Am Donnerstag um 10 Uhr wird das letzte Kapitel in der gerichtlichen Aufarbeitung der Ära von Ex-Finanzminister Karl-Heinz Grasser aufgeschlagen. Am Obersten Gerichtshof (OGH) im Wiener Justizpalast startet das Berufungsverfahren rund um den Verkauf von 60.000 Bundeswohnungen. Erstinstanzlich und nicht rechtskräftig wurde Grasser im Dezember 2020 am Wiener Straflandesgericht zu acht Jahren Haft verurteilt.
Für das Verfahren beim OGH sind vier Tage anberaumt, ein früheres Urteil ist möglich. Dies kann von einer Aufhebung des Spruches des Schöffensenates aus dem Jahr 2020 bis zu einer vollinhaltlichen Bestätigung reichen. Neben Grasser wurden im Strafverfahren unter Richterin Marion Hohenecker unter anderem auch Ex-FPÖ-Generalsekretär Walter Meischberger und der Lobbyist Peter Hochegger nicht rechtskräftig verurteilt, auch sie haben sich an den OGH gewandt.
„Keine Auszeichnung für einen funktionierenden Rechtsstaat“
Der Jurist Robert Kert (Leiter des Instituts für Wirtschaftsstrafrecht an der WU Wien), betonte am Mittwochabend in der ZiB2, dass die Verfahrensdauer – 16 Jahre vom Beginn der Ermittlungen bis zur Berufung vor dem OGH – „schwer rechtfertigbar“ sei. „Das ist keine Auszeichnung für einen funktionierenden Rechtsstaat“, so Kert, der aber einräumt, dass es sich um ein sehr komplexes Verfahren handle. Es stehe aber fest, „dass solch lange Verfahren für alle Beteiligten problematisch sind und eigentlich unzumutbar sind“. Auch für das Strafrecht sei das problematisch, „junge Menschen kennen Herrn Grasser gar nicht mehr als Finanzminister“. Da höre sich die Berechtigung für das Strafrecht auf, wo es darum gehen sollte, zeitnahe zu reagieren.

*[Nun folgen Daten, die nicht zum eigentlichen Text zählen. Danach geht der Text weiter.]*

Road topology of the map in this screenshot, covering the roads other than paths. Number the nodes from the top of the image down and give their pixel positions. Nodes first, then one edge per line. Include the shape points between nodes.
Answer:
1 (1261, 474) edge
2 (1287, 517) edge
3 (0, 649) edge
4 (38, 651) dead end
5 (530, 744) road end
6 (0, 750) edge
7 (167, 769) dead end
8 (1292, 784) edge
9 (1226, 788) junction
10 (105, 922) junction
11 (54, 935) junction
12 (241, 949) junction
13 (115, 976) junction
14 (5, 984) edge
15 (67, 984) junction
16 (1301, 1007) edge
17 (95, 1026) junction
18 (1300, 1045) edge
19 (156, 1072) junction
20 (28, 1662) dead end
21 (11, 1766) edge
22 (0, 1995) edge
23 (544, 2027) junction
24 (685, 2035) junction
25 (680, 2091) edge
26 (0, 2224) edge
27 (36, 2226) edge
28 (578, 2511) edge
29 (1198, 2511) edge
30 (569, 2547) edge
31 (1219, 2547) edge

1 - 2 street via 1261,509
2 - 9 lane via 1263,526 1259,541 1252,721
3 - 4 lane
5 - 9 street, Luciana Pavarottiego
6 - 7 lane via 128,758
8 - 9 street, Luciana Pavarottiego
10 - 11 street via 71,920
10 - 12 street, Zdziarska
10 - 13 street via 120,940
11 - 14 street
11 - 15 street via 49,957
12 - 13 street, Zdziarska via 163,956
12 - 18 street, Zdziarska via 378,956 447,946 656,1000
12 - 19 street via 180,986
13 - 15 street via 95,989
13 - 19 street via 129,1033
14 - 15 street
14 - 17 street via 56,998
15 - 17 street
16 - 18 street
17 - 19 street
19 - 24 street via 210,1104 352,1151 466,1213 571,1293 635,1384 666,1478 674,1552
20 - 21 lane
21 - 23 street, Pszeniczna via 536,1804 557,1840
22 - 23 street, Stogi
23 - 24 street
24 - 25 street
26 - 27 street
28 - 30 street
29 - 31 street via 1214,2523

„Man sollte das auf jeden Fall verkürzen“
Auf die Frage, woran es liege, dass im ebenfalls enorm komplexen Wirecard-Verfahren in Deutschland binnen zwei Jahren Anklage erhoben wurde, das Buwog-Verfahren hingegen vier Mal so lang dauere, sagt Kert: Es gebe in Deutschland schon auch Probleme bei komplexen Wirtschaftsverfahren, bei Wirecard seien aber zum Teil einzelne Sachverhaltskomplexe herausgenommen worden. Das sei bei Buwog-Verfahren nicht der Fall gewesen, „das liegt schon auch an unserer Strafprozessordnung, die verlangt, dass jeder Sachverhalt bis ins kleinste Detail ermittelt wird“. Das sei bei diesen Wirtschaftsstrafverfahren von so hoher Komplexität aber fast nicht möglich. „Man sollte das auf jeden Fall verkürzen“. Er sieht den Gesetzgeber gefordert, dass er Möglichkeiten vorsieht, gerade in solchen Verfahren auch einzelne Verfahrensstränge ausscheidet und sich auf das Wesentliche konzentriert, das reiche in der Regel auch für angemessene Strafen aus.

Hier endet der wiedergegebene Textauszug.